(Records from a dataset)
------------------------------------------------------------
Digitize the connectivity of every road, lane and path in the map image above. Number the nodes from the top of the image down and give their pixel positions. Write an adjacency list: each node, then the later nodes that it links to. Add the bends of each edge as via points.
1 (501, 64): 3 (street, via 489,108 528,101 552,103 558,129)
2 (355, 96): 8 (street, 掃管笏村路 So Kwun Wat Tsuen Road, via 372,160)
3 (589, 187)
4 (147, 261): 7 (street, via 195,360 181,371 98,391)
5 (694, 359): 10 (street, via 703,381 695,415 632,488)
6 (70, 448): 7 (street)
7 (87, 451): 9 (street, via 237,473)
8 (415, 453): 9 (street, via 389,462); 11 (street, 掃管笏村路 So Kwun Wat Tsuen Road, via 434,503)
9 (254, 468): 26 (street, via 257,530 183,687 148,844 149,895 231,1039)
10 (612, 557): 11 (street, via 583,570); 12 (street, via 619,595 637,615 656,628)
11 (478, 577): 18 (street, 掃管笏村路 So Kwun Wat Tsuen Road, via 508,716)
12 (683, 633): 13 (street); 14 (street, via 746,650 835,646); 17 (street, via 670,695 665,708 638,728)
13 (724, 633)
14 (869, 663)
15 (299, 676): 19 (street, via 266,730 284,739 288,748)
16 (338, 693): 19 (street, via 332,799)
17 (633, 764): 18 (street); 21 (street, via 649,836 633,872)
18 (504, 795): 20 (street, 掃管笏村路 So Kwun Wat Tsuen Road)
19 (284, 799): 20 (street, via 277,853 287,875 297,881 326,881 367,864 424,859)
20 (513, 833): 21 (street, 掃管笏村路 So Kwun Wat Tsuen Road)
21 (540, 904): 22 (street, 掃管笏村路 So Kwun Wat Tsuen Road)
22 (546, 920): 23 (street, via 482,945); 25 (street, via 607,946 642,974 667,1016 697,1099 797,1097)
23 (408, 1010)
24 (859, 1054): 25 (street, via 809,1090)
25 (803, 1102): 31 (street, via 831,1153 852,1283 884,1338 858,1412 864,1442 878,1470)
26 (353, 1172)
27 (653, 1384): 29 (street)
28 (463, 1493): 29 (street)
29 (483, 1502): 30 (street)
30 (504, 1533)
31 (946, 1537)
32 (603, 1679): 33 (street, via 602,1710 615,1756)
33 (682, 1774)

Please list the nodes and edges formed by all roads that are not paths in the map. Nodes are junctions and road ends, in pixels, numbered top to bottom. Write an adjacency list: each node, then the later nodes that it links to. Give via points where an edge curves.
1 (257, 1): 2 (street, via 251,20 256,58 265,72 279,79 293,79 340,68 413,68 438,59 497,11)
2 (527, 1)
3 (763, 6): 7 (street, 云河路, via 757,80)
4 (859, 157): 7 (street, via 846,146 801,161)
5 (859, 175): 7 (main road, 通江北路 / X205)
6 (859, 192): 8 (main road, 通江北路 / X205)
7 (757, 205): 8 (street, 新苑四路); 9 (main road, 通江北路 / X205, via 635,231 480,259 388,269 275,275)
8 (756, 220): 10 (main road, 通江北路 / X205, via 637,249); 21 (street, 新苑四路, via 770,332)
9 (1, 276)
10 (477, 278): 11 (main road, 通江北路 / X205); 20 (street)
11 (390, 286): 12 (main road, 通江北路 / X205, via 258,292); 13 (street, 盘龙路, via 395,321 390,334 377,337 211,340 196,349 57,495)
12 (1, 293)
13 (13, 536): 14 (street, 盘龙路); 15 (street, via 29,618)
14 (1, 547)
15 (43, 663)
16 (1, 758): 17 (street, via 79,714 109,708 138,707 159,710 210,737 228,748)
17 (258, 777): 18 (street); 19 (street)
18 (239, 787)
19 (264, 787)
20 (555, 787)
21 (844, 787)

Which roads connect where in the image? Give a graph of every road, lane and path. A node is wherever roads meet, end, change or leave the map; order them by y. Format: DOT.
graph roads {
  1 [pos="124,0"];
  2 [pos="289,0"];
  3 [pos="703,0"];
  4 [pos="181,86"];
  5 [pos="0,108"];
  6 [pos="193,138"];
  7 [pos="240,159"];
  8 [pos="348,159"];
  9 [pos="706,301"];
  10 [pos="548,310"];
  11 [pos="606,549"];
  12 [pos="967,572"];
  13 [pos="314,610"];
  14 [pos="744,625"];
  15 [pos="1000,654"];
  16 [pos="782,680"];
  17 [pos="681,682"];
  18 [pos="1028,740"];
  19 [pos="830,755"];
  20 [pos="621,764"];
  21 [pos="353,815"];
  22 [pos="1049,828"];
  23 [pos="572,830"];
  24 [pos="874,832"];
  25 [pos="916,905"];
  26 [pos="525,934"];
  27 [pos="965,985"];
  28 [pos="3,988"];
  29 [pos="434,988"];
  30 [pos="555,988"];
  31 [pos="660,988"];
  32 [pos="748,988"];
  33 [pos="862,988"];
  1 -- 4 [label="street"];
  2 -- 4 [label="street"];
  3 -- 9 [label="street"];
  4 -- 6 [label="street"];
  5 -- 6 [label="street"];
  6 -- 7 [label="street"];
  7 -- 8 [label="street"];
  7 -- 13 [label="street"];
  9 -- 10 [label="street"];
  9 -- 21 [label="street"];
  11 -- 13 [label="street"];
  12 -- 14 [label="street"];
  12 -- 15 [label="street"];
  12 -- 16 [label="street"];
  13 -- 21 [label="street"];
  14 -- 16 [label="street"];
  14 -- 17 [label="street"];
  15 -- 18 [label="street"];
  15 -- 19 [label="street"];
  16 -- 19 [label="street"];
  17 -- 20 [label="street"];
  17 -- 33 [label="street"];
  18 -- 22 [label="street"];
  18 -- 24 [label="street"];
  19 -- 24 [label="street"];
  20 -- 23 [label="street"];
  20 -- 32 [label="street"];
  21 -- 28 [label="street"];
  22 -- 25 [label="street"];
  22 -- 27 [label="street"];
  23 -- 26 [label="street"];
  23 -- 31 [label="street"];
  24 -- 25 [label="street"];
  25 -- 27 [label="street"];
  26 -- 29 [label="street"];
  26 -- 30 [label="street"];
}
------------------------------------------------------------
TASK DETAILS
Each entry above is to be duplicated exactly, with nothing left out.

REPLY TO THE TASK
Digitize the connectivity of every road, lane and path in the map image above. Number the nodes from the top of the image down and give their pixel positions. Write an adjacency list: each node, then the later nodes that it links to. Add the bends of each edge as via points.
1 (501, 64): 3 (street, via 489,108 528,101 552,103 558,129)
2 (355, 96): 8 (street, 掃管笏村路 So Kwun Wat Tsuen Road, via 372,160)
3 (589, 187)
4 (147, 261): 7 (street, via 195,360 181,371 98,391)
5 (694, 359): 10 (street, via 703,381 695,415 632,488)
6 (70, 448): 7 (street)
7 (87, 451): 9 (street, via 237,473)
8 (415, 453): 9 (street, via 389,462); 11 (street, 掃管笏村路 So Kwun Wat Tsuen Road, via 434,503)
9 (254, 468): 26 (street, via 257,530 183,687 148,844 149,895 231,1039)
10 (612, 557): 11 (street, via 583,570); 12 (street, via 619,595 637,615 656,628)
11 (478, 577): 18 (street, 掃管笏村路 So Kwun Wat Tsuen Road, via 508,716)
12 (683, 633): 13 (street); 14 (street, via 746,650 835,646); 17 (street, via 670,695 665,708 638,728)
13 (724, 633)
14 (869, 663)
15 (299, 676): 19 (street, via 266,730 284,739 288,748)
16 (338, 693): 19 (street, via 332,799)
17 (633, 764): 18 (street); 21 (street, via 649,836 633,872)
18 (504, 795): 20 (street, 掃管笏村路 So Kwun Wat Tsuen Road)
19 (284, 799): 20 (street, via 277,853 287,875 297,881 326,881 367,864 424,859)
20 (513, 833): 21 (street, 掃管笏村路 So Kwun Wat Tsuen Road)
21 (540, 904): 22 (street, 掃管笏村路 So Kwun Wat Tsuen Road)
22 (546, 920): 23 (street, via 482,945); 25 (street, via 607,946 642,974 667,1016 697,1099 797,1097)
23 (408, 1010)
24 (859, 1054): 25 (street, via 809,1090)
25 (803, 1102): 31 (street, via 831,1153 852,1283 884,1338 858,1412 864,1442 878,1470)
26 (353, 1172)
27 (653, 1384): 29 (street)
28 (463, 1493): 29 (street)
29 (483, 1502): 30 (street)
30 (504, 1533)
31 (946, 1537)
32 (603, 1679): 33 (street, via 602,1710 615,1756)
33 (682, 1774)

Please list the nodes and edges formed by all roads that are not paths in the map. Nodes are junctions and road ends, in pixels, numbered top to bottom. Write an adjacency list: each node, then the later nodes that it links to. Give via points where an edge curves.
1 (257, 1): 2 (street, via 251,20 256,58 265,72 279,79 293,79 340,68 413,68 438,59 497,11)
2 (527, 1)
3 (763, 6): 7 (street, 云河路, via 757,80)
4 (859, 157): 7 (street, via 846,146 801,161)
5 (859, 175): 7 (main road, 通江北路 / X205)
6 (859, 192): 8 (main road, 通江北路 / X205)
7 (757, 205): 8 (street, 新苑四路); 9 (main road, 通江北路 / X205, via 635,231 480,259 388,269 275,275)
8 (756, 220): 10 (main road, 通江北路 / X205, via 637,249); 21 (street, 新苑四路, via 770,332)
9 (1, 276)
10 (477, 278): 11 (main road, 通江北路 / X205); 20 (street)
11 (390, 286): 12 (main road, 通江北路 / X205, via 258,292); 13 (street, 盘龙路, via 395,321 390,334 377,337 211,340 196,349 57,495)
12 (1, 293)
13 (13, 536): 14 (street, 盘龙路); 15 (street, via 29,618)
14 (1, 547)
15 (43, 663)
16 (1, 758): 17 (street, via 79,714 109,708 138,707 159,710 210,737 228,748)
17 (258, 777): 18 (street); 19 (street)
18 (239, 787)
19 (264, 787)
20 (555, 787)
21 (844, 787)

Which roads connect where in the image? Give a graph of every road, lane and path. A node is wherever roads meet, end, change or leave the map; order them by y. Format: DOT.
graph roads {
  1 [pos="124,0"];
  2 [pos="289,0"];
  3 [pos="703,0"];
  4 [pos="181,86"];
  5 [pos="0,108"];
  6 [pos="193,138"];
  7 [pos="240,159"];
  8 [pos="348,159"];
  9 [pos="706,301"];
  10 [pos="548,310"];
  11 [pos="606,549"];
  12 [pos="967,572"];
  13 [pos="314,610"];
  14 [pos="744,625"];
  15 [pos="1000,654"];
  16 [pos="782,680"];
  17 [pos="681,682"];
  18 [pos="1028,740"];
  19 [pos="830,755"];
  20 [pos="621,764"];
  21 [pos="353,815"];
  22 [pos="1049,828"];
  23 [pos="572,830"];
  24 [pos="874,832"];
  25 [pos="916,905"];
  26 [pos="525,934"];
  27 [pos="965,985"];
  28 [pos="3,988"];
  29 [pos="434,988"];
  30 [pos="555,988"];
  31 [pos="660,988"];
  32 [pos="748,988"];
  33 [pos="862,988"];
  1 -- 4 [label="street"];
  2 -- 4 [label="street"];
  3 -- 9 [label="street"];
  4 -- 6 [label="street"];
  5 -- 6 [label="street"];
  6 -- 7 [label="street"];
  7 -- 8 [label="street"];
  7 -- 13 [label="street"];
  9 -- 10 [label="street"];
  9 -- 21 [label="street"];
  11 -- 13 [label="street"];
  12 -- 14 [label="street"];
  12 -- 15 [label="street"];
  12 -- 16 [label="street"];
  13 -- 21 [label="street"];
  14 -- 16 [label="street"];
  14 -- 17 [label="street"];
  15 -- 18 [label="street"];
  15 -- 19 [label="street"];
  16 -- 19 [label="street"];
  17 -- 20 [label="street"];
  17 -- 33 [label="street"];
  18 -- 22 [label="street"];
  18 -- 24 [label="street"];
  19 -- 24 [label="street"];
  20 -- 23 [label="street"];
  20 -- 32 [label="street"];
  21 -- 28 [label="street"];
  22 -- 25 [label="street"];
  22 -- 27 [label="street"];
  23 -- 26 [label="street"];
  23 -- 31 [label="street"];
  24 -- 25 [label="street"];
  25 -- 27 [label="street"];
  26 -- 29 [label="street"];
  26 -- 30 [label="street"];
}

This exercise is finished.